EXERCISE -> With pictures omitted, output the records below exactly as they appear.

:: STORED DATA

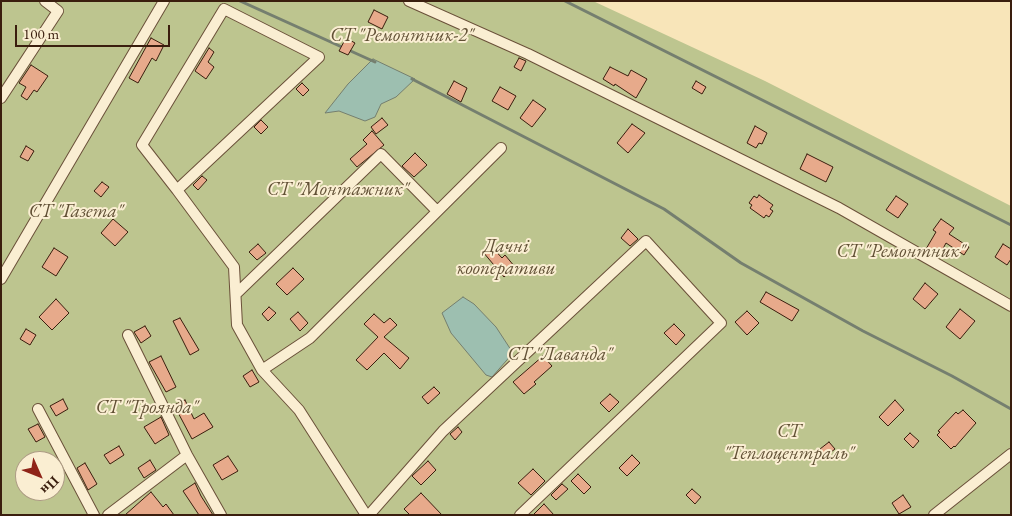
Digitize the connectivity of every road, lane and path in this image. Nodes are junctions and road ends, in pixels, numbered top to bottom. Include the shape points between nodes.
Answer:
1 (45, 1) edge
2 (164, 1) edge
3 (409, 1) edge
4 (1, 98) edge
5 (501, 148) dead end
6 (177, 190) junction
7 (437, 211) junction
8 (1, 279) edge
9 (236, 294) junction
10 (1011, 306) edge
11 (128, 335) dead end
12 (262, 370) junction
13 (38, 409) dead end
14 (187, 454) junction
15 (1011, 454) edge
16 (94, 515) edge
17 (108, 515) edge
18 (220, 515) edge
19 (368, 515) edge
20 (520, 515) edge
21 (934, 515) edge

1 - 4 street via 58,11
2 - 8 street
3 - 10 street via 528,54 839,208
5 - 7 street
6 - 6 street via 312,64 319,57 224,9 142,144
6 - 9 street via 234,266
7 - 9 street via 382,154
7 - 12 street via 310,338
9 - 12 street via 237,325
11 - 14 street
12 - 19 street via 299,410
13 - 16 street
14 - 17 street
14 - 18 street
15 - 21 street
19 - 20 street via 442,431 646,241 721,323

::::

SOLUTION TO THE EXERCISE ->
Digitize the connectivity of every road, lane and path in this image. Nodes are junctions and road ends, in pixels, numbered top to bottom. Include the shape points between nodes.
Answer:
1 (45, 1) edge
2 (164, 1) edge
3 (409, 1) edge
4 (1, 98) edge
5 (501, 148) dead end
6 (177, 190) junction
7 (437, 211) junction
8 (1, 279) edge
9 (236, 294) junction
10 (1011, 306) edge
11 (128, 335) dead end
12 (262, 370) junction
13 (38, 409) dead end
14 (187, 454) junction
15 (1011, 454) edge
16 (94, 515) edge
17 (108, 515) edge
18 (220, 515) edge
19 (368, 515) edge
20 (520, 515) edge
21 (934, 515) edge

1 - 4 street via 58,11
2 - 8 street
3 - 10 street via 528,54 839,208
5 - 7 street
6 - 6 street via 312,64 319,57 224,9 142,144
6 - 9 street via 234,266
7 - 9 street via 382,154
7 - 12 street via 310,338
9 - 12 street via 237,325
11 - 14 street
12 - 19 street via 299,410
13 - 16 street
14 - 17 street
14 - 18 street
15 - 21 street
19 - 20 street via 442,431 646,241 721,323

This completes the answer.